◆ **PROBLEM DETAILS**
Would you restate all of the entries verbatim, minus any images?
=== Begin Enclosure ===
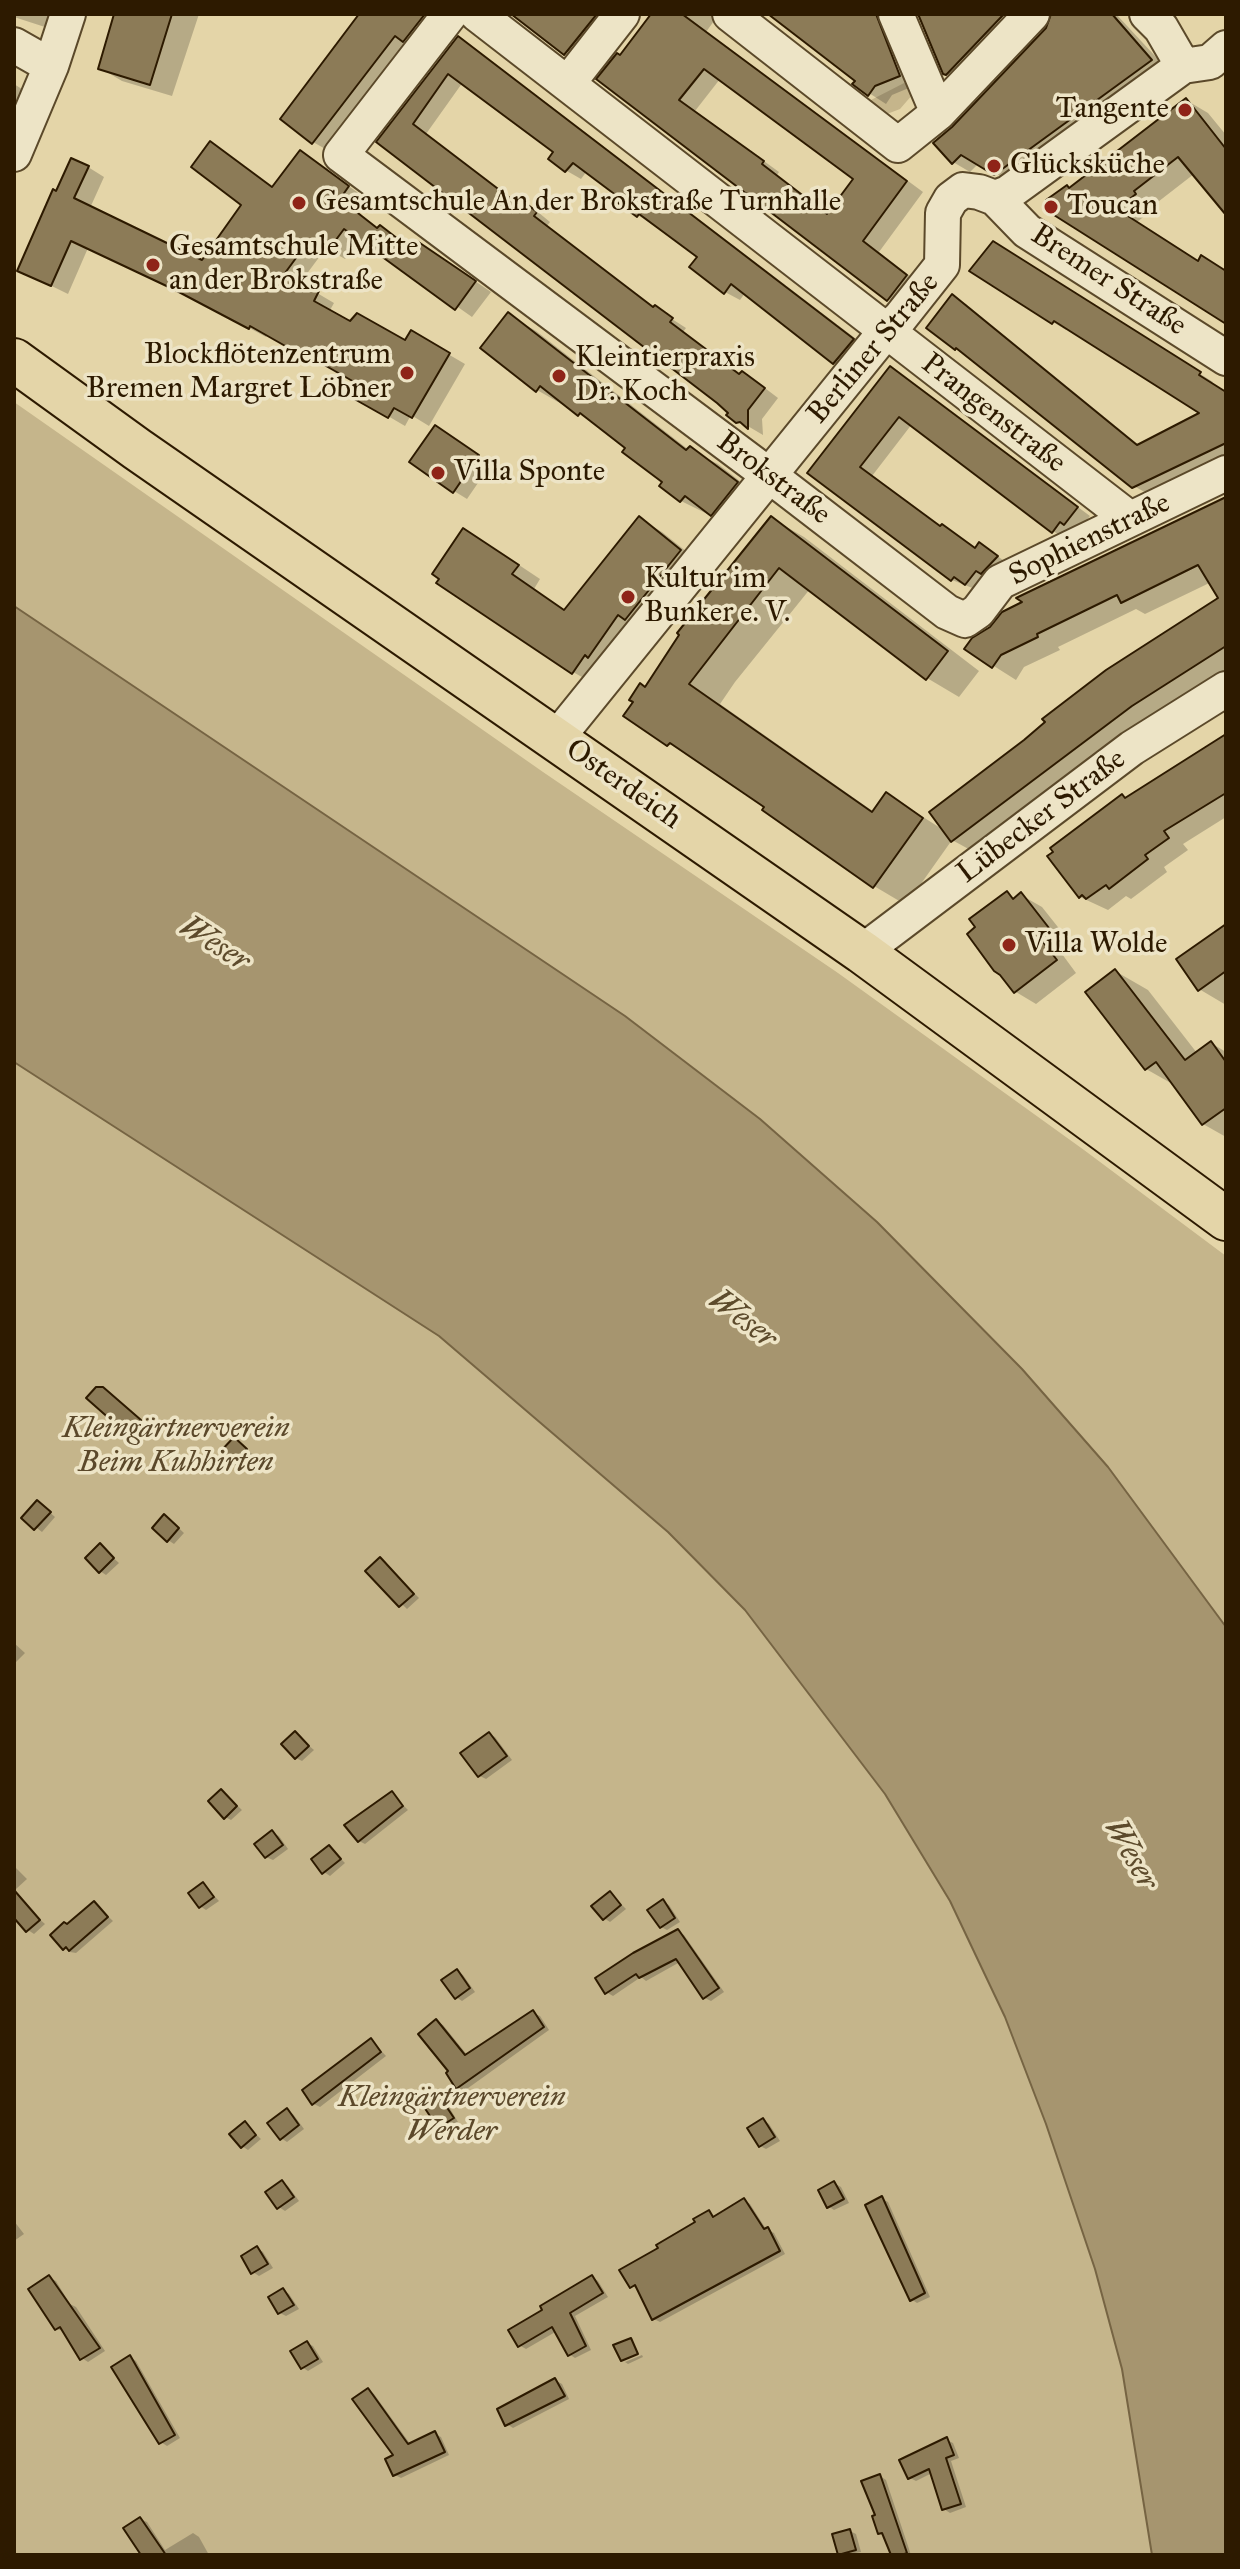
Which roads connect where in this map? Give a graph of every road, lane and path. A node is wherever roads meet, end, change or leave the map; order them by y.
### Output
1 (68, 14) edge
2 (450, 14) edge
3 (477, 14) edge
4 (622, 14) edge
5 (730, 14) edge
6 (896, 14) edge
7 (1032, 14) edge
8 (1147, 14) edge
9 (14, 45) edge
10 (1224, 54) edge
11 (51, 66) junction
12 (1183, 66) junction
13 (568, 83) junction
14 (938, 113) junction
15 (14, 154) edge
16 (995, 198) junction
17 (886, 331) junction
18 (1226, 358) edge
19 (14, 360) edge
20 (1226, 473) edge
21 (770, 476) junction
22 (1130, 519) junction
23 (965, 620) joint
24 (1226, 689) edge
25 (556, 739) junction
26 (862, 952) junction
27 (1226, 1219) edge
=== End Enclosure ===
◆ **EXERCISE RESULT**
Which roads connect where in this map? Give a graph of every road, lane and path. A node is wherever roads meet, end, change or leave the map; order them by y.
### Output
1 (68, 14) edge
2 (450, 14) edge
3 (477, 14) edge
4 (622, 14) edge
5 (730, 14) edge
6 (896, 14) edge
7 (1032, 14) edge
8 (1147, 14) edge
9 (14, 45) edge
10 (1224, 54) edge
11 (51, 66) junction
12 (1183, 66) junction
13 (568, 83) junction
14 (938, 113) junction
15 (14, 154) edge
16 (995, 198) junction
17 (886, 331) junction
18 (1226, 358) edge
19 (14, 360) edge
20 (1226, 473) edge
21 (770, 476) junction
22 (1130, 519) junction
23 (965, 620) joint
24 (1226, 689) edge
25 (556, 739) junction
26 (862, 952) junction
27 (1226, 1219) edge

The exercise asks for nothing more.